September 26th, 2006 at 7:06 am
Guys, it’s unfair to write her off like this. She’s just a driven kid who got “lucky”. It’s not the little girl who’s at fault here. It’s the circling HC buzzards. Mark has it right — it’s the tank and those driving it what does the killin’, not the people it drives over.
September 26th, 2006 at 5:32 pm
Exactly, George. That’s why I cringe.
September 28th, 2006 at 8:56 am
I’m patiently waiting for the moment when we find out the girl doesn’t exist, and its all a marketing ploy. Might sound pessimistic, and I really hope she is just a prodigy that got lucky, but I find it unlikely.

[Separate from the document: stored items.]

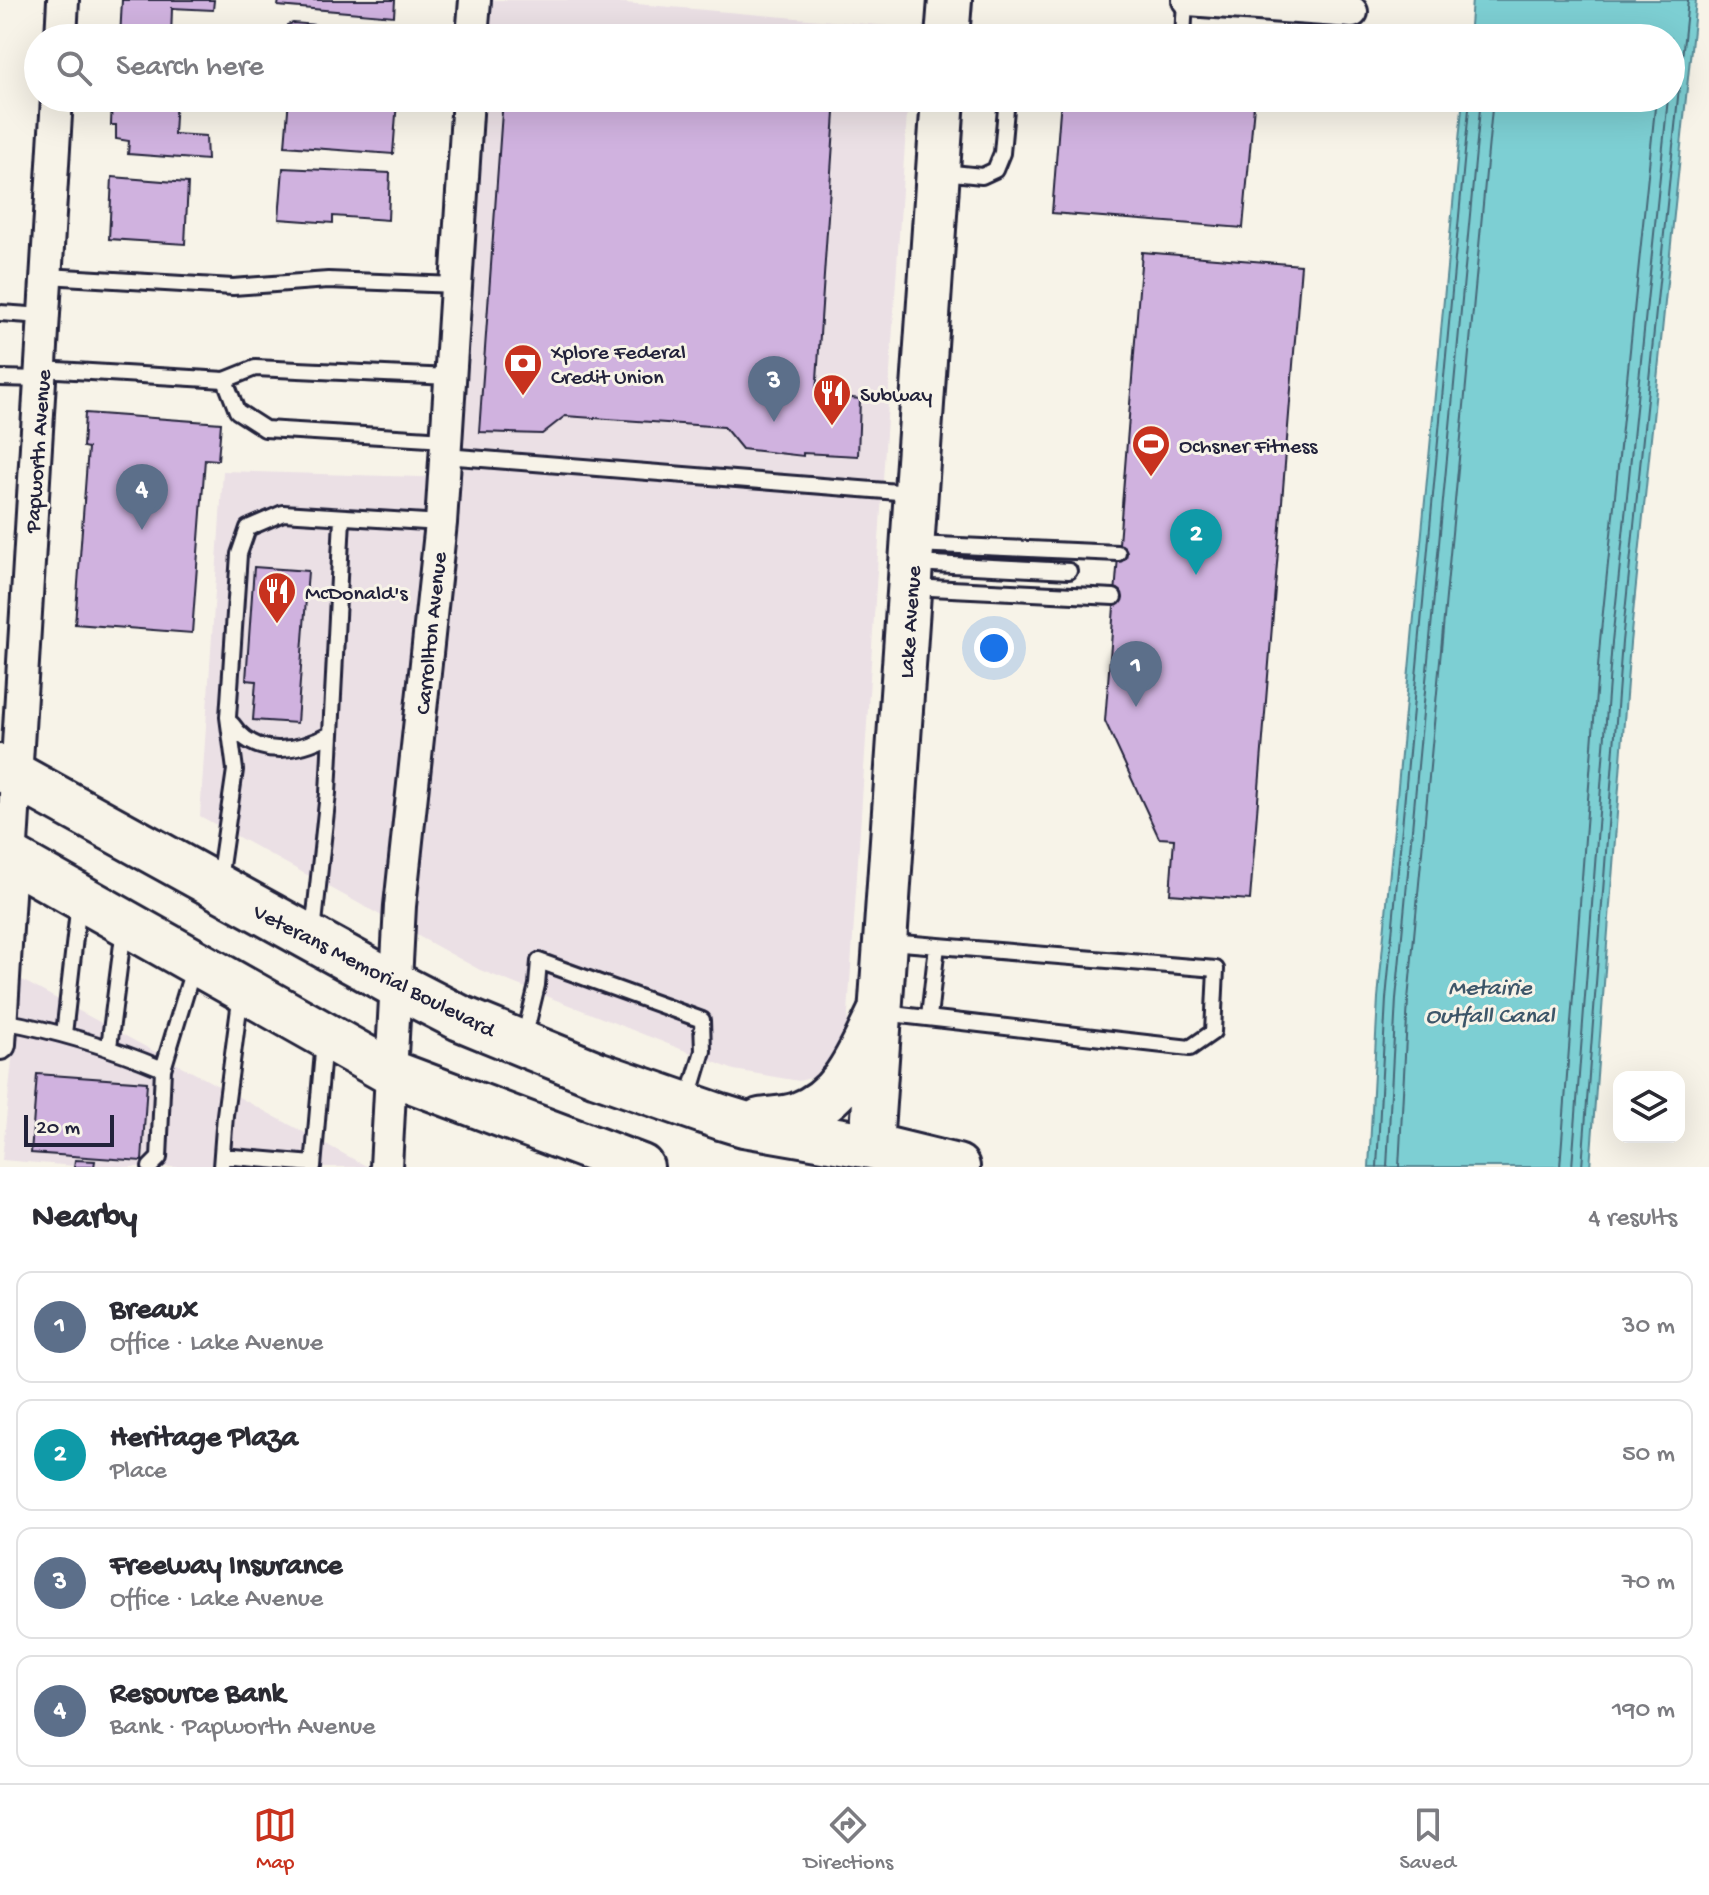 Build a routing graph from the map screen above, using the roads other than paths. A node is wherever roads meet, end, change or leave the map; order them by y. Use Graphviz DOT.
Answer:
graph roads {
  1 [pos="63,0"];
  2 [pos="475,0"];
  3 [pos="950,0"];
  4 [pos="1186,0"];
  5 [pos="1352,12"];
  6 [pos="62,24"];
  7 [pos="473,24"];
  8 [pos="948,24"];
  9 [pos="1184,24"];
  10 [pos="56,112"];
  11 [pos="467,112"];
  12 [pos="942,112"];
  13 [pos="1006,112"];
  14 [pos="938,172"];
  15 [pos="47,276"];
  16 [pos="456,285"];
  17 [pos="0,313"];
  18 [pos="44,316"];
  19 [pos="41,374"];
  20 [pos="450,377"];
  21 [pos="0,378"];
  22 [pos="225,380"];
  23 [pos="445,448"];
  24 [pos="917,494"];
  25 [pos="342,519"];
  26 [pos="441,523"];
  27 [pos="1118,553"];
  28 [pos="912,565"];
  29 [pos="1069,571"];
  30 [pos="1114,597"];
  31 [pos="228,717"];
  32 [pos="331,734"];
  33 [pos="8,771"];
  34 [pos="6,856"];
  35 [pos="218,887"];
  36 [pos="79,897"];
  37 [pos="124,923"];
  38 [pos="312,939"];
  39 [pos="886,941"];
  40 [pos="3,943"];
  41 [pos="937,946"];
  42 [pos="196,962"];
  43 [pos="396,985"];
  44 [pos="241,988"];
  45 [pos="880,1013"];
  46 [pos="929,1017"];
  47 [pos="1,1032"];
  48 [pos="64,1034"];
  49 [pos="325,1035"];
  50 [pos="523,1043"];
  51 [pos="109,1047"];
  52 [pos="163,1069"];
  53 [pos="392,1073"];
  54 [pos="687,1104"];
  55 [pos="744,1124"];
  56 [pos="866,1157"];
  57 [pos="222,1162"];
  58 [pos="313,1166"];
  59 [pos="150,1167"];
  60 [pos="386,1167"];
  61 [pos="641,1167"];
  62 [pos="957,1167"];
  1 -- 6 [label="street"];
  2 -- 7 [label="street"];
  3 -- 8 [label="street"];
  4 -- 5 [label="street"];
  4 -- 9 [label="lane"];
  10 -- 15 [label="street, Papworth Avenue"];
  11 -- 16 [label="street, Carrollton Avenue"];
  12 -- 14 [label="street, Lake Avenue"];
  13 -- 14 [label="lane"];
  14 -- 24 [label="street, Lake Avenue"];
  15 -- 16 [label="lane"];
  15 -- 18 [label="street, Papworth Avenue"];
  16 -- 20 [label="street, Carrollton Avenue"];
  17 -- 18 [label="lane"];
  18 -- 19 [label="street, Papworth Avenue"];
  19 -- 21 [label="lane"];
  19 -- 22 [label="lane"];
  19 -- 33 [label="street, Papworth Avenue"];
  20 -- 22 [label="lane"];
  20 -- 23 [label="street, Carrollton Avenue"];
  22 -- 23 [label="lane"];
  23 -- 24 [label="lane"];
  23 -- 26 [label="street, Carrollton Avenue"];
  24 -- 28 [label="street, Lake Avenue"];
  25 -- 26 [label="lane"];
  25 -- 31 [label="lane"];
  25 -- 32 [label="lane"];
  26 -- 43 [label="street, Carrollton Avenue"];
  27 -- 28 [label="lane"];
  28 -- 29 [label="lane"];
  28 -- 30 [label="lane"];
  28 -- 39 [label="street, Lake Avenue"];
  31 -- 32 [label="lane"];
  31 -- 35 [label="lane"];
  32 -- 38 [label="lane"];
  33 -- 34 [label="street, Papworth Avenue"];
  33 -- 35 [label="main road, Veterans Memorial Boulevard"];
  34 -- 36 [label="main road"];
  34 -- 40 [label="street, Papworth Avenue"];
  35 -- 38 [label="main road, Veterans Memorial Boulevard"];
  36 -- 37 [label="main road"];
  36 -- 48 [label="lane"];
  37 -- 42 [label="main road"];
  37 -- 51 [label="lane"];
  38 -- 43 [label="main road, Veterans Memorial Boulevard"];
  39 -- 41 [label="lane"];
  39 -- 45 [label="street, Lake Avenue"];
  40 -- 47 [label="street, Papworth Avenue"];
  41 -- 46 [label="lane"];
  41 -- 46 [label="lane"];
  42 -- 44 [label="main road"];
  42 -- 52 [label="lane"];
  43 -- 50 [label="main road, Veterans Memorial Boulevard"];
  43 -- 53 [label="street, Carrollton Avenue"];
  44 -- 49 [label="main road"];
  44 -- 57 [label="lane"];
  45 -- 46 [label="lane"];
  45 -- 55 [label="main road"];
  45 -- 56 [label="street, Lake Avenue"];
  47 -- 48 [label="lane"];
  48 -- 51 [label="lane"];
  49 -- 53 [label="main road"];
  49 -- 58 [label="lane"];
  50 -- 54 [label="main road, Veterans Memorial Boulevard"];
  50 -- 54 [label="lane"];
  51 -- 52 [label="lane"];
  52 -- 59 [label="lane"];
  53 -- 60 [label="street, Carrollton Avenue"];
  53 -- 61 [label="main road"];
  54 -- 55 [label="main road, Veterans Memorial Boulevard"];
  55 -- 56 [label="main road, Veterans Memorial Boulevard"];
  56 -- 62 [label="main road, Veterans Memorial Boulevard"];
  57 -- 58 [label="lane"];
}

January 5th, 2007 at 11:24 pm
Swordbird is a wonderful book. I have read the advance reader’s edition.
June 5th, 2007 at 10:24 am
I”m fourteen and I love anthropomorphic books. My favorite book is Watership Down. I love Warriors and Redwall. The poppy series was good, and Varjack Paw was good too. However, Swordbird pales in comparison, although it has been compared to Watership.
I thought the characters in Swordbird were shallow and unrealistic. the Characters in Redwall and Warriors are more real and have more depth. The book was mindless fluff and I didn’t connect with the Characters and I didn’t care about them at all. The battles were not bloody or realistic like Redwall, and the bird who died had a horrendously sappy death scene.
This book was awful, terrible, and cheesy. It felt like a Redwall knock-off.